It’s another week, which means another look at sex and gender issues in HBO’s True Blood. If you’re new to our series of articles, take a moment to check out some of our previous ones, including a discussion of Tara’s transformation into a cagefighting lesbian, Sookie’s dual nature and a closer look at the show’s witches.
HBO television series have a reputation for not shying away from either violence or sex, and with copious amounts of both blood and flesh on display each and every week, True Blood is no exception. Couple that with the fact that the show’s creator, Alan Ball, is openly gay and True Blood’s persistent, yet vague, metaphors for all manner of civil rights (discussed here), and it seems reasonable to look at True Blood as a pretty liberal-minded show. So why does it display such a strong streak of sexual conservatism?
Examples can be found throughout the show’s previous three seasons, but this past Sunday night’s episode, “Me and the Devil,” put the finest point on the issue that we have yet seen. After escaping from Hotshot, where he was forced to have sex with countless women against his will, Jason Stackhouse spoke with his good friend Hoyt Fortenberry about the ordeal, wondering if it was perhaps punishment from God for having had too much sex.

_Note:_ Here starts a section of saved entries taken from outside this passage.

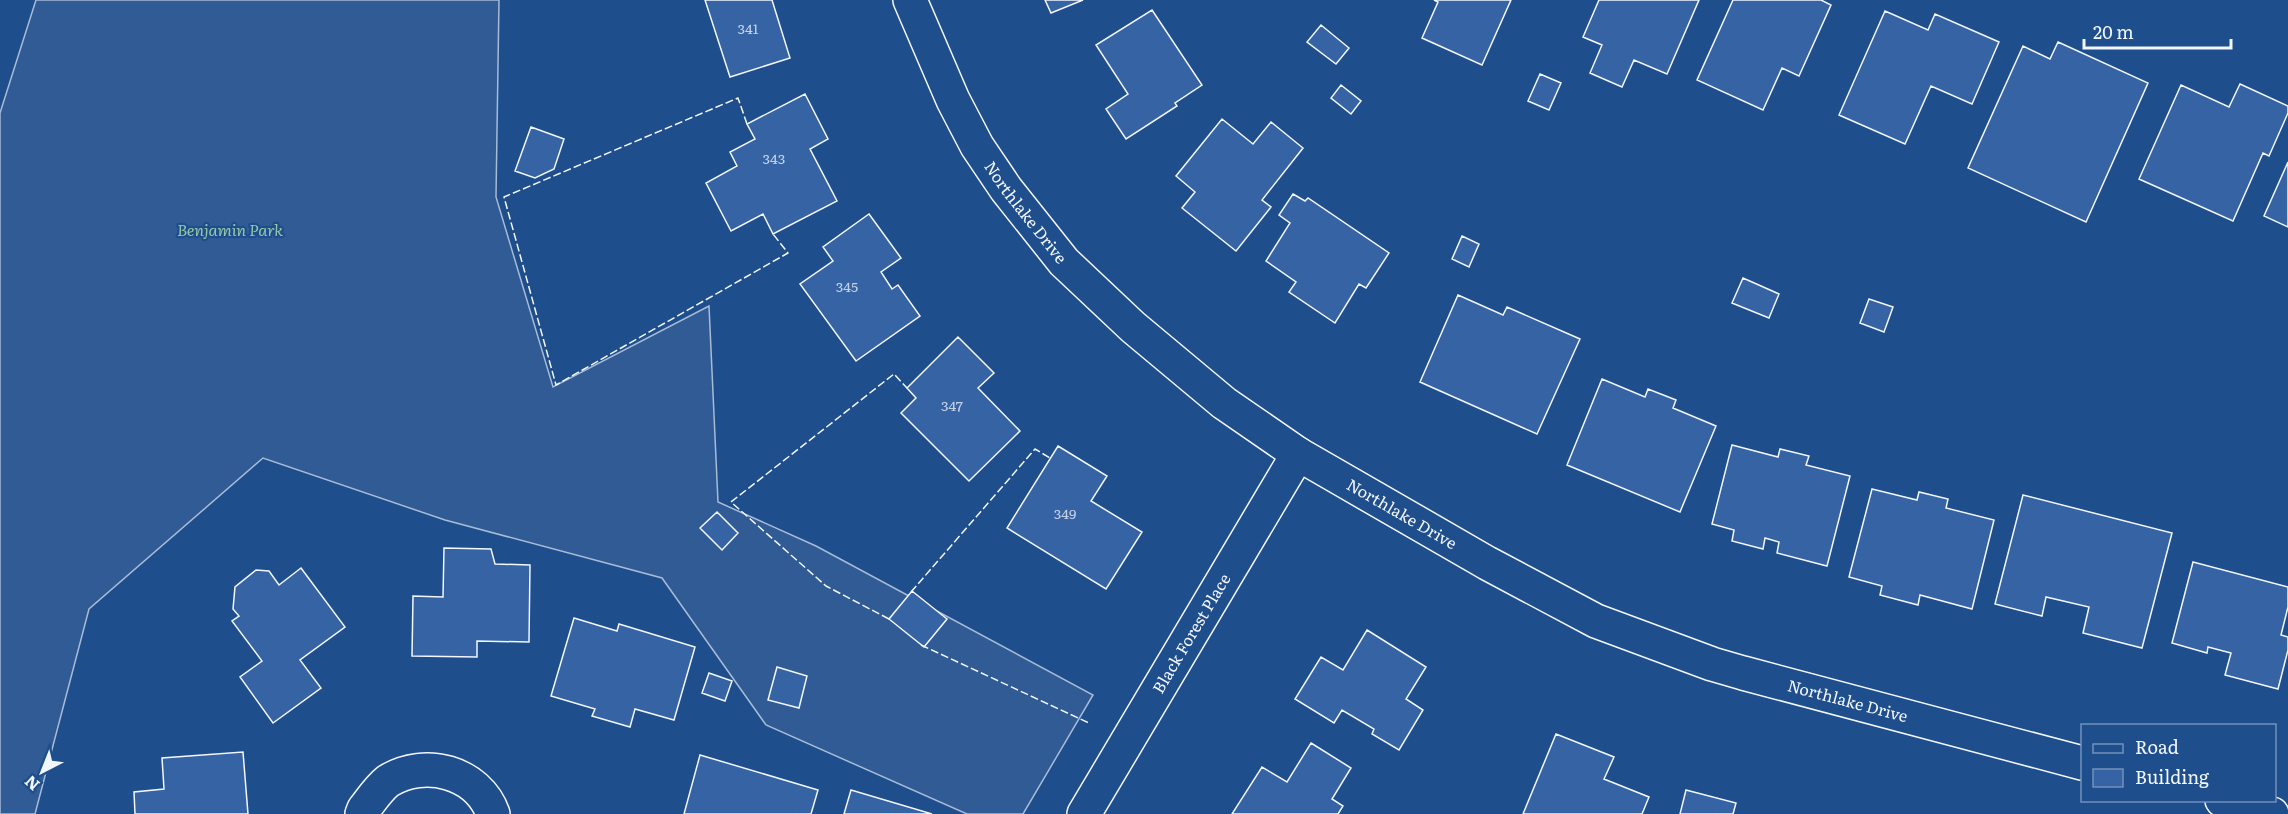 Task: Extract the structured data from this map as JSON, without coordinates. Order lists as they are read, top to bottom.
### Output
{
  "streets": {
    "street": ["Northlake Drive", "Black Forest Place"]
  },
  "crossings": [
    ["Northlake Drive", "Black Forest Place"]
  ],
  "parks": ["Benjamin Park"],
  "house_numbers": [
    "341",
    "343",
    "345",
    "347",
    "349"
  ],
  "legend": ["Road", "Building"],
  "scale_bar": "20 m",
  "north": "bottom left"
} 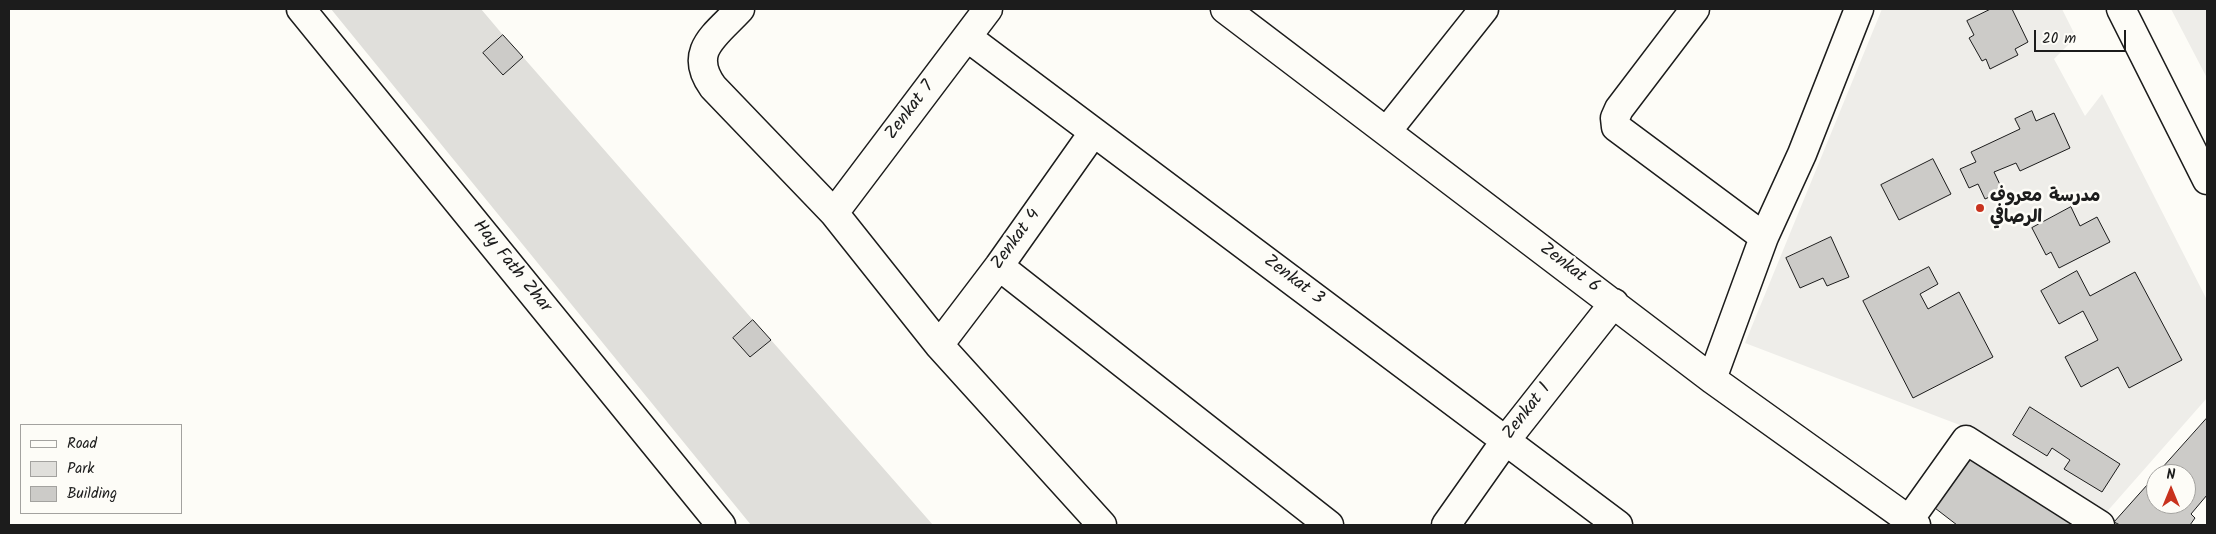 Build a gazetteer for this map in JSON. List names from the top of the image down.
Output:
{
  "streets": {
    "street": [
      "Zenkat 7",
      "Zenkat 4",
      "Hay Fath Zhar",
      "Zenkat 6",
      "Zenkat 3",
      "Zenkat 1"
    ]
  },
  "crossings": [
    ["Zenkat 7", "Zenkat 3"],
    ["Zenkat 4", "Zenkat 3"],
    ["Zenkat 6", "Zenkat 1"],
    ["Zenkat 3", "Zenkat 1"]
  ],
  "places": ["مدرسة معروف الرصافي"],
  "legend": ["Road", "Park", "Building"],
  "scale_bar": "20 m",
  "north": "top"
}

Jason’s idea of God is seemingly like the father who catches his son smoking and forces him to finish the pack in one sitting, with his repeated rapes in Hotshot a kind of aversion therapy. He and Hoyt went on to elaborate on all of the scrapes into which Jason’s ravenous libido has led him, including becoming addicted to the drug V and being suspected of murder. With that one conversation, Jason’s entire arc throughout the series has been recast as a morality tale, where the lesson is that wanton lust will bring you nothing but trouble.
True Blood clearly has a liberated approach to sex, with most vampires exhibiting a type of pansexuality that encompasses humans as well as other “monsters,” for lack of a better term. This past Sunday’s episode even features an impassioned apologia of incest, which is in and of itself somewhat fascinating. Why then, would True Blood’s creators choose to send such mixed messages about free-flowing sexuality?
There’s nothing wrong with a piece of art having a point of view – in fact, it tends to elevate the work to a higher level. However, when a movie, television show or book sets out with such a clear message or idea about a particular topic, it ceases to be art and becomes something else entirely: Propaganda.
It’s easy to take potshots at True Blood, especially after last season, but the inherent sexual conservatism of Jason’s developing storyline is actually an example of the show at its best. While much of the rest of the show revolves around the transformative nature of love and/or lust and the difference between the two (Sookie and Eric’s burgeoning relationship for example), Jason’s recent revelation is the perfect counterpoint to that theme. By highlighting the troubles that the oversexed Jason has brought upon himself directly through his insatiable carnal appetite, True Blood illustrates that there is such a thing as too much of a good thing, and that a high level of responsibility comes built into any sexual act.
Of course, that’s not to say that either view is completely accurate, which is why both of them are so very necessary to fully explore the power of sexuality, which at its root, is largely what True Blood is all about.